--- DATASET CONTENT ---
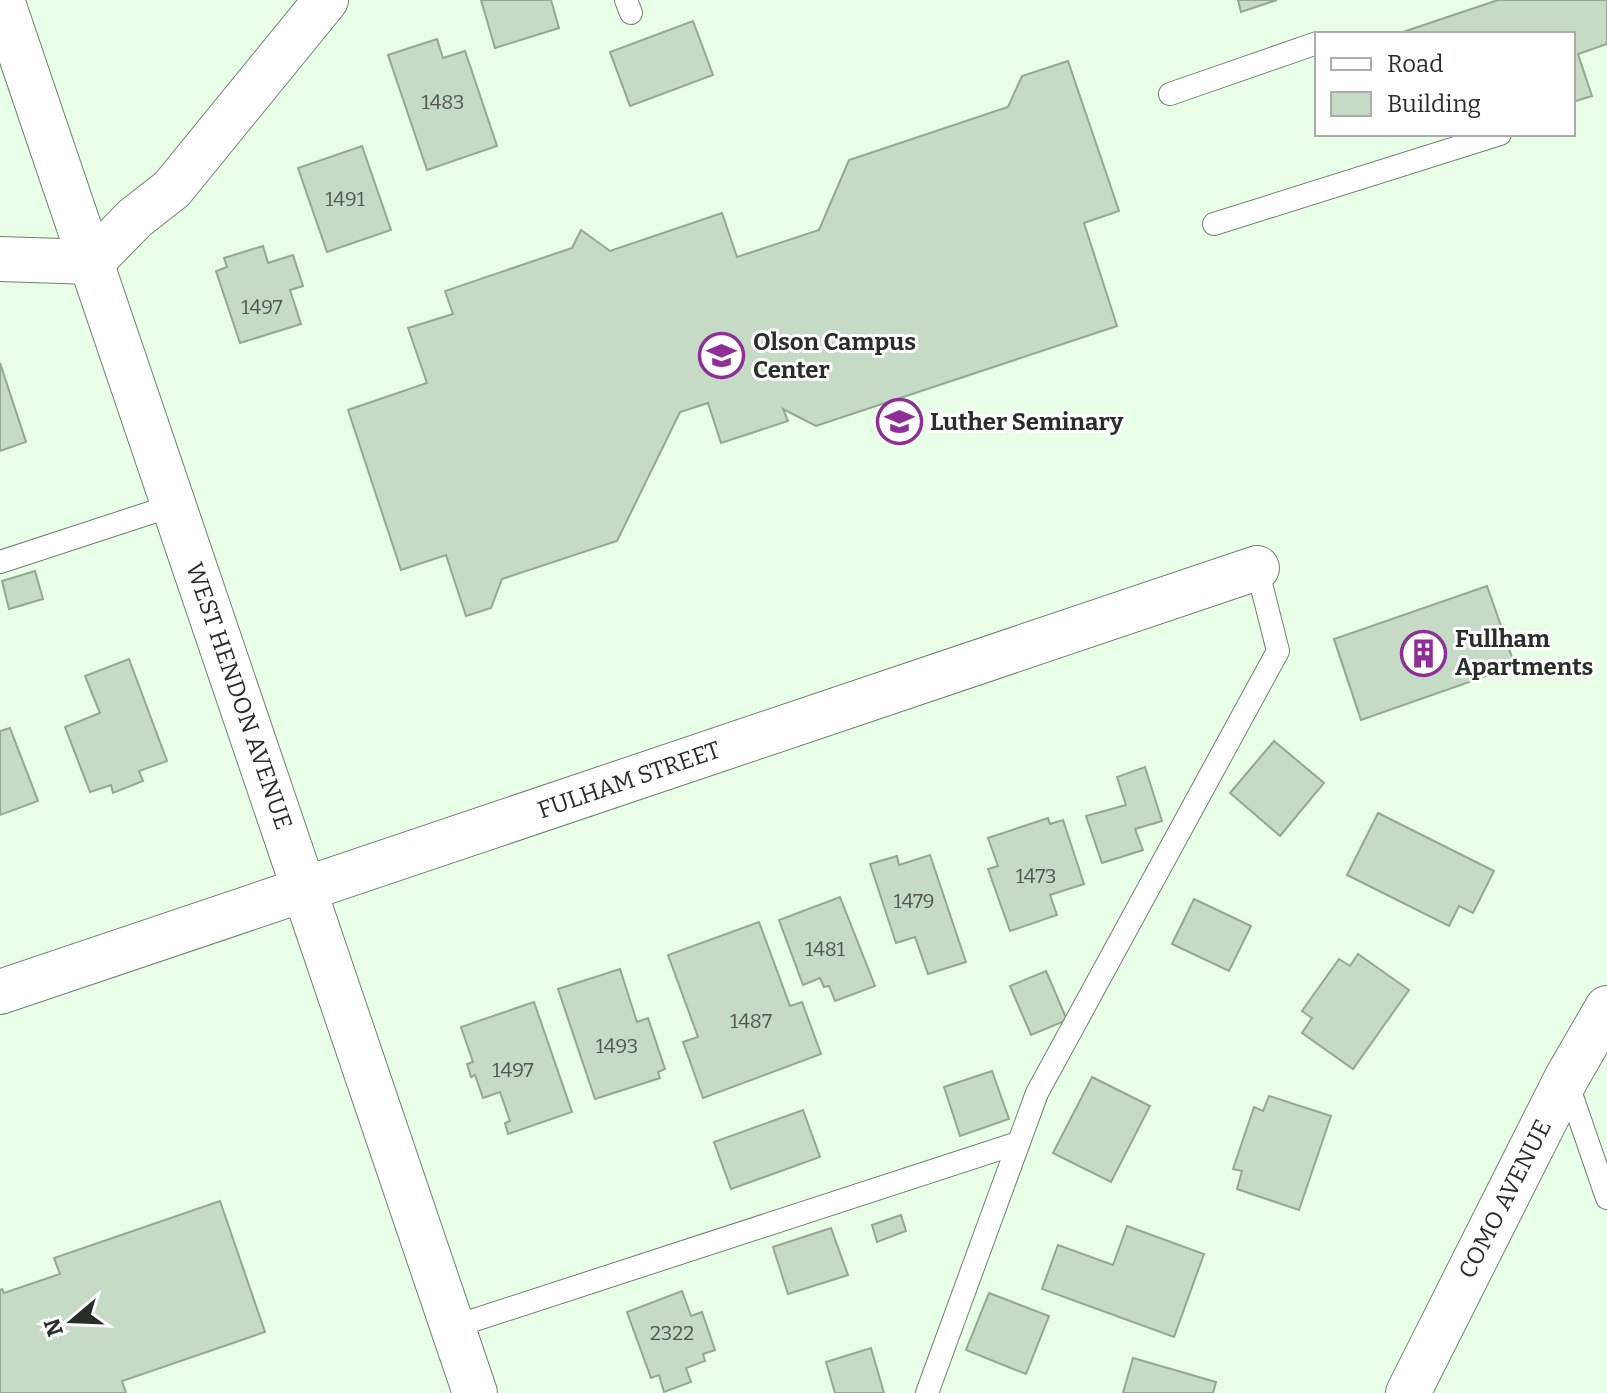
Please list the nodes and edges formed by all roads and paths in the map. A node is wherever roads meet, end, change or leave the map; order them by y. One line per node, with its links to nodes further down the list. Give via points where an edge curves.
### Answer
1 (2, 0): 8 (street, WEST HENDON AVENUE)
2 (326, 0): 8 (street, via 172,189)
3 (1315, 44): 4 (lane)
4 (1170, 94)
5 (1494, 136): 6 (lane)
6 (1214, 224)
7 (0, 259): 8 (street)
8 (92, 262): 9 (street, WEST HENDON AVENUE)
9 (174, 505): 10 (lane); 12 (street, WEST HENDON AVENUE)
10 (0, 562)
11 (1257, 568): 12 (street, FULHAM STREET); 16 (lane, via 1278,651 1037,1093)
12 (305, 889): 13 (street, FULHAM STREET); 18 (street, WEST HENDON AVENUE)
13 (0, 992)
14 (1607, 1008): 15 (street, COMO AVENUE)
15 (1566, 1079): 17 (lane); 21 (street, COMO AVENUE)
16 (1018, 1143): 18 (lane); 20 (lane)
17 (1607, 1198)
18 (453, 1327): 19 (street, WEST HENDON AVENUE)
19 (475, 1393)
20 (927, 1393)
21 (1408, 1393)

--- PROBLEM DESCRIPTION ---
What I need is every record written out exactly, minus the pictures.

--- OUTPUT ---
Please list the nodes and edges formed by all roads and paths in the map. A node is wherever roads meet, end, change or leave the map; order them by y. One line per node, with its links to nodes further down the list. Give via points where an edge curves.
### Answer
1 (2, 0): 8 (street, WEST HENDON AVENUE)
2 (326, 0): 8 (street, via 172,189)
3 (1315, 44): 4 (lane)
4 (1170, 94)
5 (1494, 136): 6 (lane)
6 (1214, 224)
7 (0, 259): 8 (street)
8 (92, 262): 9 (street, WEST HENDON AVENUE)
9 (174, 505): 10 (lane); 12 (street, WEST HENDON AVENUE)
10 (0, 562)
11 (1257, 568): 12 (street, FULHAM STREET); 16 (lane, via 1278,651 1037,1093)
12 (305, 889): 13 (street, FULHAM STREET); 18 (street, WEST HENDON AVENUE)
13 (0, 992)
14 (1607, 1008): 15 (street, COMO AVENUE)
15 (1566, 1079): 17 (lane); 21 (street, COMO AVENUE)
16 (1018, 1143): 18 (lane); 20 (lane)
17 (1607, 1198)
18 (453, 1327): 19 (street, WEST HENDON AVENUE)
19 (475, 1393)
20 (927, 1393)
21 (1408, 1393)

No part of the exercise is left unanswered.